Share

BAB 2. KECURIGAAN

"Nggak! Kamu pasti bohong!"

Pria sangar bersetelan jins dan kaos tanpa lengan itu menunjukkan beberapa slide foto berupa prosesi memandikan jenazah Jaedy hingga penguburan.

“Percuma kabur lagi, ‘dia’ tau di mana kamu," lanjut pria itu dengan seringai tipis di bibirnya.

Setelahnya, lelaki tadi menyeringai sinis lalu meninggalkan sang gadis yang terlihat shock.

Air mata Yara tumpah. Dia menutup mulut dengan satu telapak tangan agar isakannya tidak terdengar penghuni lain. Gegas, Yara mendorong pagar lalu berlari masuk ke kamarnya.

"Aba! Apa di-dia pelakunya?"

Malam itu, Yara tidak bisa tidur. Pikirannya penuh, ingin buru-buru pulang ke rumahnya di Semarang. Untuk itu, semalam dia langsung meminta izin cuti pada Andaru.

Namun, Yara harus menelan kecewa ketika membaca pesan balasan dari atasannya.

["Kerja cuma sehari lagi. Kamu masih punya tanggung jawab yang belum kelar. TITIK!"]

Itu artinya, dia tidak bisa cuti dadakan hari ini.

Tak lama, gawai pipihnya bergetar kencang. Nama yang muncul di layar membuat Yara mendesah, kian malas untuk bekerja. Namun, meski begitu, dia tetap menekan tombol hijau pada panggilan itu.

“Ya?”

Tidak seperti biasanya, kali ini suara Yara tidak terdengar semangat. Tubuhnya bahkan masih menempel erat dengan kasur dan guling.

“’Selamat pagi, Pak.’ Seharusnya begitu jika menjawab panggilan atasanmu, Yara. Masa begini saja harus diingatkan?!”

“Pagi, Pak. Tapi, ini masih pukul enam, belum saatnya saya mulai jam formal,” balas Yara lirih.

Meski kurang semangat, kebiasaan Yara yang selalu menjawab ucapan Andaru masih tidak hilang.
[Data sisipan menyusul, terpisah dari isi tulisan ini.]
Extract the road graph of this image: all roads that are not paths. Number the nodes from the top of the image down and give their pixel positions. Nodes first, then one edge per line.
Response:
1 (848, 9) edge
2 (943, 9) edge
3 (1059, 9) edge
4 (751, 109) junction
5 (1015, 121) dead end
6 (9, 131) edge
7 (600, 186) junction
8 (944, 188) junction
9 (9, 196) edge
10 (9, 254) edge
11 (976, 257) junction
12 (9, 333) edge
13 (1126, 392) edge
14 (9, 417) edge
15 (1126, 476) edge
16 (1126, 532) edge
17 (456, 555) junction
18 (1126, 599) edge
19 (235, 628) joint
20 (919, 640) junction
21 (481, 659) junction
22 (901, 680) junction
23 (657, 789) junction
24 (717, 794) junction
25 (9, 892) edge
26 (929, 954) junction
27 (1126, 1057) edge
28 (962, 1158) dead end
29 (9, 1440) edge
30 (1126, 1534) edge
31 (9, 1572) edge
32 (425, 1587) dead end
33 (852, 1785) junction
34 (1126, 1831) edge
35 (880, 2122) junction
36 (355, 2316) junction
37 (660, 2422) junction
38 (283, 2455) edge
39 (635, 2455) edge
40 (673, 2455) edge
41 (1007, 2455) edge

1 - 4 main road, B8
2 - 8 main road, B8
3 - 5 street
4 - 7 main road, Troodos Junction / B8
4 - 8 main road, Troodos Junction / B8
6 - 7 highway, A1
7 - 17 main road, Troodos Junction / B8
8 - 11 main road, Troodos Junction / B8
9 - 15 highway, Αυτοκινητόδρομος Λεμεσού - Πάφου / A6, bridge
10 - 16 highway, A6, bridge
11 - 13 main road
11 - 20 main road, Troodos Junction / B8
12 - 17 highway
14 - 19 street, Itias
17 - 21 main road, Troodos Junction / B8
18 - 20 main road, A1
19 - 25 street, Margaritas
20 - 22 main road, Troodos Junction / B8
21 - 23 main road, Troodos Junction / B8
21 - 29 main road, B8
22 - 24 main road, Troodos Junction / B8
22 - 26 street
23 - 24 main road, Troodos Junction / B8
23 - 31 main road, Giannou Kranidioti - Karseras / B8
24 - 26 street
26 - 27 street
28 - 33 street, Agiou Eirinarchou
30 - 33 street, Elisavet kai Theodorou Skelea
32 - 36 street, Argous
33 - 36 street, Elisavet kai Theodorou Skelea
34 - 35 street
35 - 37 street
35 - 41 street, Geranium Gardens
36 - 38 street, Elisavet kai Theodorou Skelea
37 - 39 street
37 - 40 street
Hal itu membuat Andaru mendengus. “Hebat sekali, sapaan saja pakai jadwal,” sindirnya. “Mana laporan meeting semalam?”

“Laporan kan sudah dikirim, Pak. Baru sebagian, sih….”

Andaru kembali berdecak mendengar sahutan sang sekretaris cadangan. “Jangan lupa, sore ini temani aku hadir di acara amal peresmian panti asuhan.”

“Loh, kok, saya lagi, Pak? Ada Pak Bimo, kan? Saya takut dikira menjilat Anda, sebab itu bukan jobdesk saya, Pak.”

Gadis itu memang sengaja meminimalisir interaksinya dengan Andaru di luar jam kerja. Namun, entah apa yang membuat pria itu lagi-lagi menjadikannya ban cadangan tiap kali sekretaris pertamanya—Arin, berhalangan.

“Oh, bagus. Selain pintar jawab, sekarang kamu belajar membantah.”

“Bu-bukan gitu, Pak, tapi—”

“Aku nggak mau dengar bantahan. Kerjakan sesuai perintahku, dan jangan sampai telat!”

Tut. Tut. Tut.

Panggilan terputus sepihak. Yara mengendikkan bahu lalu meletakkan gawainya begitu saja di sisi kasur. Dia menguap seraya meregangkan tubuh.

Sorot matanya dilayangkan ke langit kamar yang plafonnya telah usang. Ocehan Andaru bagai radio butut, hanya angin lalu. Yara sudah terbiasa dengan kebawelan bosnya itu.

"Terpaksa, Sabtu besok aku baru bisa pergi. Nggak bisa ambil job nge-MC juga pekan ini. Ya Allah, dosaku banyak sekali. Sekedar takziah pun masih mikirin dunia."

Gadis ayu berambut panjang itu menutup wajahnya dengan bantal. Dia berusaha menghalau laju bening yang siap meluncur lagi dari matanya yang mulai terasa perih.

Akibat menangis semalaman, Yara Falmira terpaksa menjalani hari ini dengan bola mata sedikit merah dan bengkak.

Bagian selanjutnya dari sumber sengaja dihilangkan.